===== Data records =====

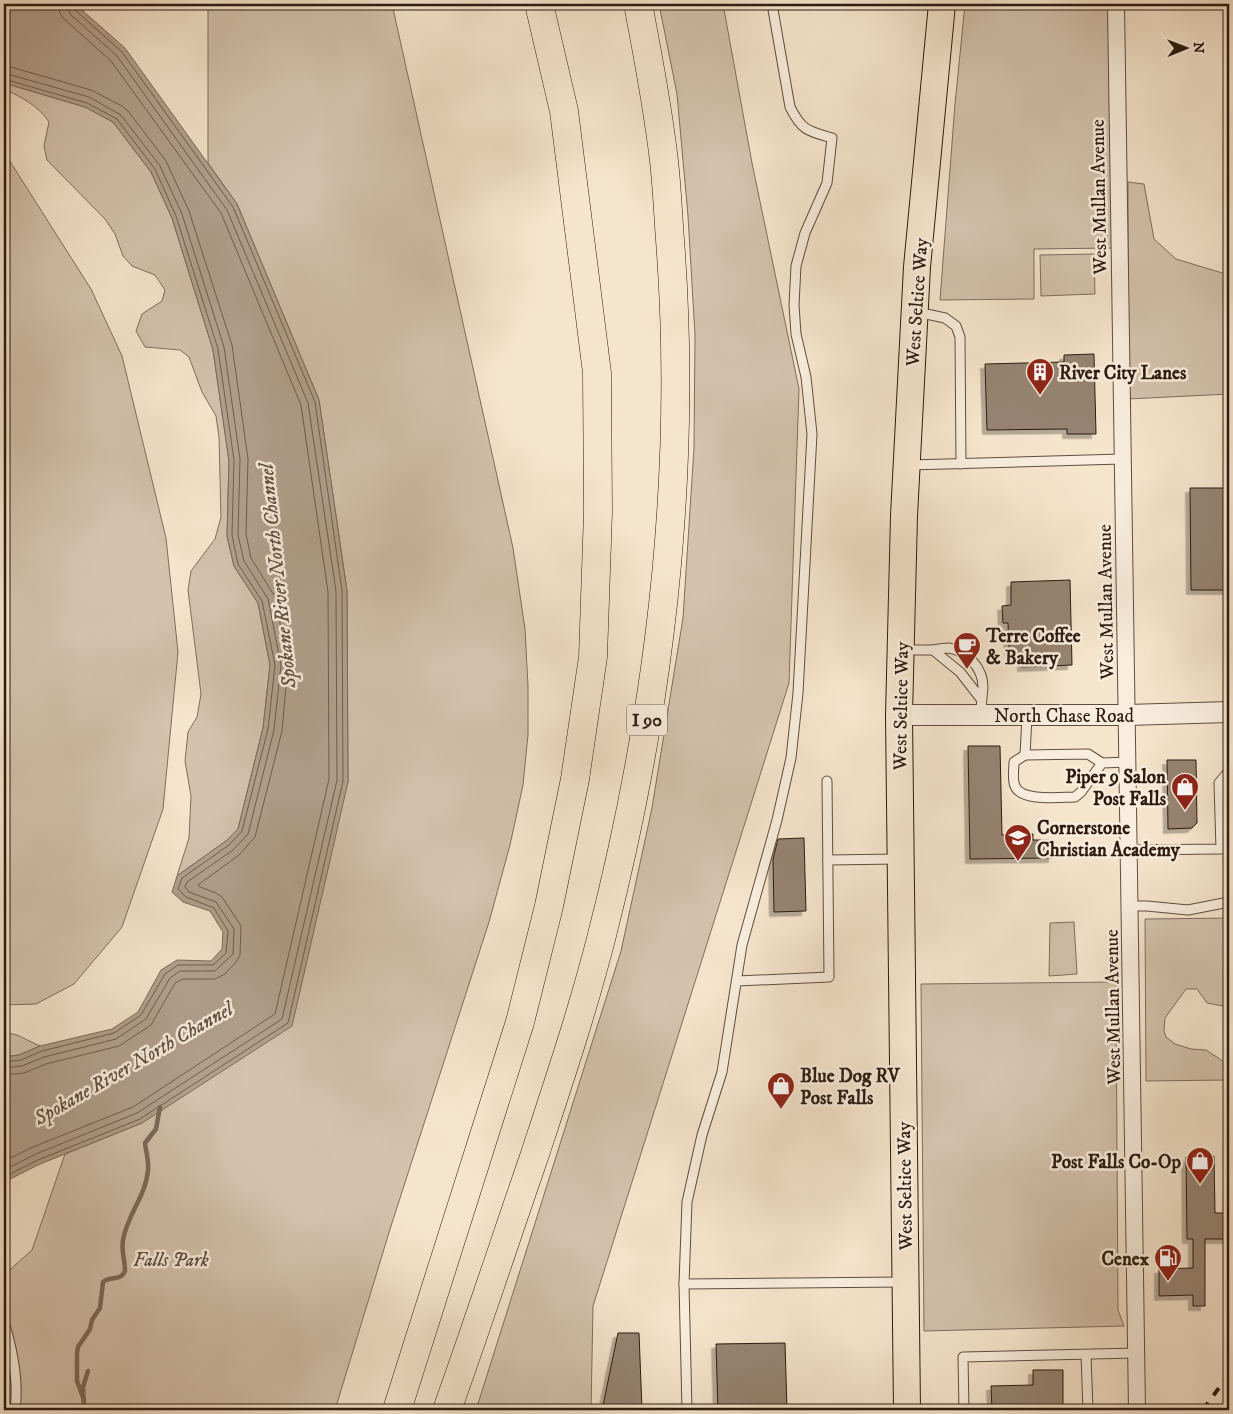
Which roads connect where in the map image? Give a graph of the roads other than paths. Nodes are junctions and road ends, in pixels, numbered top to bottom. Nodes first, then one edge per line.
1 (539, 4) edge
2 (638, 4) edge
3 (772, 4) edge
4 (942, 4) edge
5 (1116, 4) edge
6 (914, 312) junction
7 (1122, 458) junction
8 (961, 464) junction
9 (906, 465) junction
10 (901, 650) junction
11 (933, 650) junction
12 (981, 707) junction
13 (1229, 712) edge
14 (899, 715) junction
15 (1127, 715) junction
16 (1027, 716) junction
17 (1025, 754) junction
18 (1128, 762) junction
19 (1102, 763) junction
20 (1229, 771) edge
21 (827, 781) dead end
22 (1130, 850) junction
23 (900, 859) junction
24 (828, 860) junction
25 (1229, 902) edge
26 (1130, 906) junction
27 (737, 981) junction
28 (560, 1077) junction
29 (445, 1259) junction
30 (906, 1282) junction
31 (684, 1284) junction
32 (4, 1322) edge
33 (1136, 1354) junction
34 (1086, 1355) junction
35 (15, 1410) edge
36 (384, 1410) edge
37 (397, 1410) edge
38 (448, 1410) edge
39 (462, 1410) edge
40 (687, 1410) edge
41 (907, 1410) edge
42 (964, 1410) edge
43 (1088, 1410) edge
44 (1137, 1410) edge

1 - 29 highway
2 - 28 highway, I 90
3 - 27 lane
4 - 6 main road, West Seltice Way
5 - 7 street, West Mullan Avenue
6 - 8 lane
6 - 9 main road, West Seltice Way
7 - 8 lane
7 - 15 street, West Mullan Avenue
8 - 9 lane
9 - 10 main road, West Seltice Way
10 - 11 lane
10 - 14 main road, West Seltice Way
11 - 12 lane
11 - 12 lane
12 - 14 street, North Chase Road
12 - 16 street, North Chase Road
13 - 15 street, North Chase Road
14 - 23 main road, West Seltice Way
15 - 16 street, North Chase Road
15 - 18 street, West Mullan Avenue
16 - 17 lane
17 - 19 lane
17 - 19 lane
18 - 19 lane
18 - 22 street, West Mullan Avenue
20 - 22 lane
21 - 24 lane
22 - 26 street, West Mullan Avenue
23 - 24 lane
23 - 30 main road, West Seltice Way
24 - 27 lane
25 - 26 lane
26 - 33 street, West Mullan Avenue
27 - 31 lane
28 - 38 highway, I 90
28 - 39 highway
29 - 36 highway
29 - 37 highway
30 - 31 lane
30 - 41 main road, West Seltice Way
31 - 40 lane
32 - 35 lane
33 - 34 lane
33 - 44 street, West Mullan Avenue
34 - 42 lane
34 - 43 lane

=====

(Action item): Where a picture appears in the data, omit it; restate the rest word for word.

(Solved problem):
Which roads connect where in the map image? Give a graph of the roads other than paths. Nodes are junctions and road ends, in pixels, numbered top to bottom. Nodes first, then one edge per line.
1 (539, 4) edge
2 (638, 4) edge
3 (772, 4) edge
4 (942, 4) edge
5 (1116, 4) edge
6 (914, 312) junction
7 (1122, 458) junction
8 (961, 464) junction
9 (906, 465) junction
10 (901, 650) junction
11 (933, 650) junction
12 (981, 707) junction
13 (1229, 712) edge
14 (899, 715) junction
15 (1127, 715) junction
16 (1027, 716) junction
17 (1025, 754) junction
18 (1128, 762) junction
19 (1102, 763) junction
20 (1229, 771) edge
21 (827, 781) dead end
22 (1130, 850) junction
23 (900, 859) junction
24 (828, 860) junction
25 (1229, 902) edge
26 (1130, 906) junction
27 (737, 981) junction
28 (560, 1077) junction
29 (445, 1259) junction
30 (906, 1282) junction
31 (684, 1284) junction
32 (4, 1322) edge
33 (1136, 1354) junction
34 (1086, 1355) junction
35 (15, 1410) edge
36 (384, 1410) edge
37 (397, 1410) edge
38 (448, 1410) edge
39 (462, 1410) edge
40 (687, 1410) edge
41 (907, 1410) edge
42 (964, 1410) edge
43 (1088, 1410) edge
44 (1137, 1410) edge

1 - 29 highway
2 - 28 highway, I 90
3 - 27 lane
4 - 6 main road, West Seltice Way
5 - 7 street, West Mullan Avenue
6 - 8 lane
6 - 9 main road, West Seltice Way
7 - 8 lane
7 - 15 street, West Mullan Avenue
8 - 9 lane
9 - 10 main road, West Seltice Way
10 - 11 lane
10 - 14 main road, West Seltice Way
11 - 12 lane
11 - 12 lane
12 - 14 street, North Chase Road
12 - 16 street, North Chase Road
13 - 15 street, North Chase Road
14 - 23 main road, West Seltice Way
15 - 16 street, North Chase Road
15 - 18 street, West Mullan Avenue
16 - 17 lane
17 - 19 lane
17 - 19 lane
18 - 19 lane
18 - 22 street, West Mullan Avenue
20 - 22 lane
21 - 24 lane
22 - 26 street, West Mullan Avenue
23 - 24 lane
23 - 30 main road, West Seltice Way
24 - 27 lane
25 - 26 lane
26 - 33 street, West Mullan Avenue
27 - 31 lane
28 - 38 highway, I 90
28 - 39 highway
29 - 36 highway
29 - 37 highway
30 - 31 lane
30 - 41 main road, West Seltice Way
31 - 40 lane
32 - 35 lane
33 - 34 lane
33 - 44 street, West Mullan Avenue
34 - 42 lane
34 - 43 lane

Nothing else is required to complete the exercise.